Marco è cresciuto nel mito di Valentino e quell'era si è chiusa pochi mesi fa. Che MotoGP trova chi ci arriverà da domani?
"Intanto diciamo che è da due anni che Valentino Rossi era sì presente ma non era più quello di una volta. Sicuramente ci sono tantissimi ragazzi giovani che faranno la storia nei prossimi 10 anni. Ci sono dei bei piloti italiani. Credo però che sostituire Valentino, non tanto il campione quanto il personaggio, sia davvero difficile. Poi onestamente in questo momento non vedo dei ‘guasconi’, vedo degli iper-professionisti che però trasmettono poco quando parlano in pubblico: sembrano tutti depressi, sembrano leggano un qualcosa di già scritto senza trasmettere alcun entusiasmo. Io con mio figlio ero abituato diversamente. E forse è proprio quella così lì che manca e non vedo al momento ragazzi che abbiano quel carisma lì".

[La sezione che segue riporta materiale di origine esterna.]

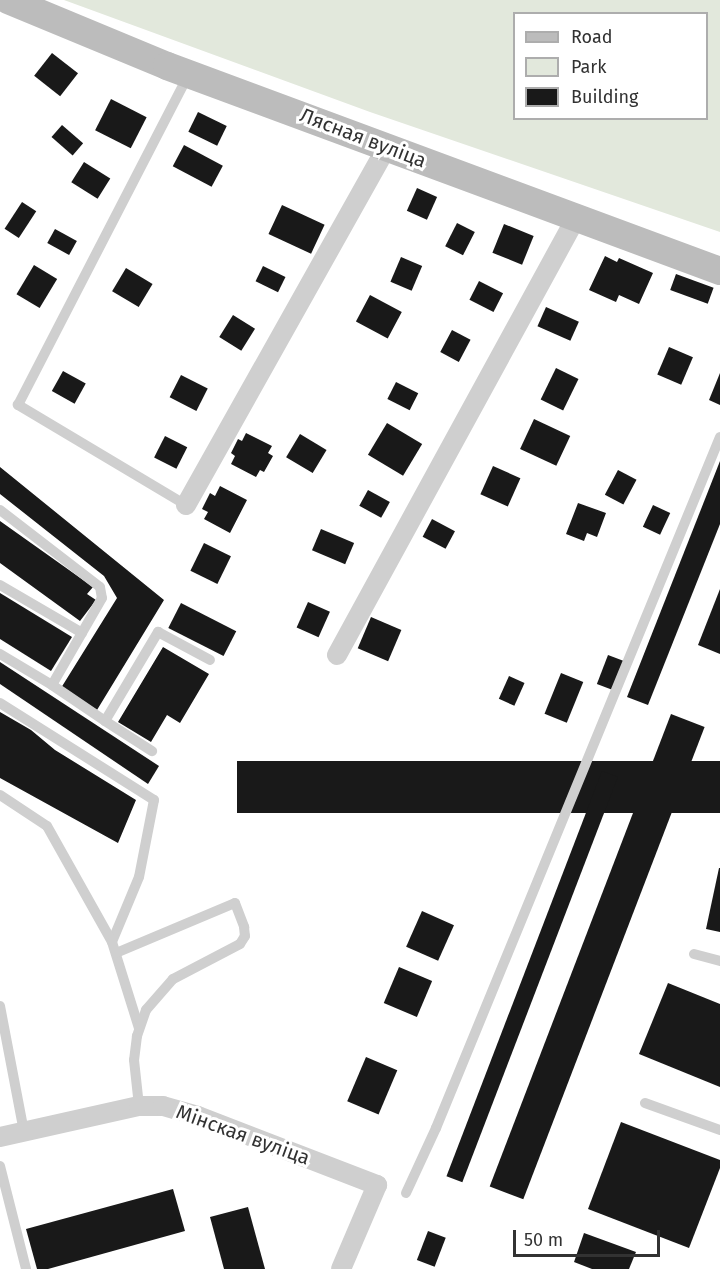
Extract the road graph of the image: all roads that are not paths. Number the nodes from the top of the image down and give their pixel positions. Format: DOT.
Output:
graph roads {
  1 [pos="8,0"];
  2 [pos="0,13"];
  3 [pos="189,74"];
  4 [pos="386,148"];
  5 [pos="576,216"];
  6 [pos="720,271"];
  7 [pos="720,437"];
  8 [pos="186,505"];
  9 [pos="0,510"];
  10 [pos="0,585"];
  11 [pos="82,633"];
  12 [pos="0,654"];
  13 [pos="337,655"];
  14 [pos="210,660"];
  15 [pos="52,685"];
  16 [pos="0,703"];
  17 [pos="105,721"];
  18 [pos="152,751"];
  19 [pos="0,795"];
  20 [pos="114,948"];
  21 [pos="694,954"];
  22 [pos="720,961"];
  23 [pos="0,1006"];
  24 [pos="140,1029"];
  25 [pos="645,1103"];
  26 [pos="139,1106"];
  27 [pos="720,1130"];
  28 [pos="24,1132"];
  29 [pos="0,1137"];
  30 [pos="0,1166"];
  31 [pos="406,1193"];
  32 [pos="26,1269"];
  33 [pos="341,1269"];
  1 -- 2 [label="lane"];
  1 -- 3 [label="street, Лясная вуліца"];
  3 -- 4 [label="street, Лясная вуліца"];
  3 -- 8 [label="lane"];
  4 -- 5 [label="street, Лясная вуліца"];
  4 -- 8 [label="street"];
  5 -- 6 [label="street, Лясная вуліца"];
  5 -- 13 [label="street"];
  7 -- 31 [label="lane"];
  9 -- 11 [label="lane"];
  10 -- 11 [label="lane"];
  11 -- 15 [label="lane"];
  12 -- 15 [label="lane"];
  14 -- 17 [label="lane"];
  15 -- 17 [label="lane"];
  16 -- 20 [label="lane"];
  17 -- 18 [label="lane"];
  19 -- 20 [label="lane"];
  20 -- 24 [label="lane"];
  20 -- 24 [label="lane"];
  21 -- 22 [label="lane"];
  23 -- 28 [label="lane"];
  24 -- 26 [label="lane"];
  25 -- 27 [label="lane"];
  26 -- 28 [label="street, Мінская вуліца"];
  26 -- 33 [label="street, Мінская вуліца"];
  28 -- 29 [label="street, Мінская вуліца"];
  30 -- 32 [label="lane"];
}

Lo scorso anno Dupasquier, Millan e Vinales, altri tre giovanissimi motociclisti morti mentre inseguivano il loro sogno. Credi si possa fare qualcosa per aumentare il livello di sicurezza in pista?
"Il livello di sicurezza dei circuiti è già altissimo. Credo che si possa fare davvero pochissimo. Dal punto di vista dell’abbigliamento si è fatto uno step enorme. Purtroppo quando vieni investito da altri c'è poco da fare. La più grande dimostrazione è stata il fatto che Marco è morto nel circuito più sicuro del mondo (Sepang, ndr)".

Pensi che i nuovi regolamenti introdotti nel CEV e in Moto3 possano davvero rendere questo sport meno pericoloso?
"Nel Cev si è passati da 38 bambini in gara a 30 ed è stato alzato il limite minimo di età per partecipare al Mondiale (da 16 a 18 anni). Non credo siano misure fondamentali però permettono magari ad un ragazzino di avere più tempo per maturare nei campionati minori. Più di così credo che veramente non si possa fare. E poi resto convinto che ognuno ha il suo destino al di là dei regolamenti".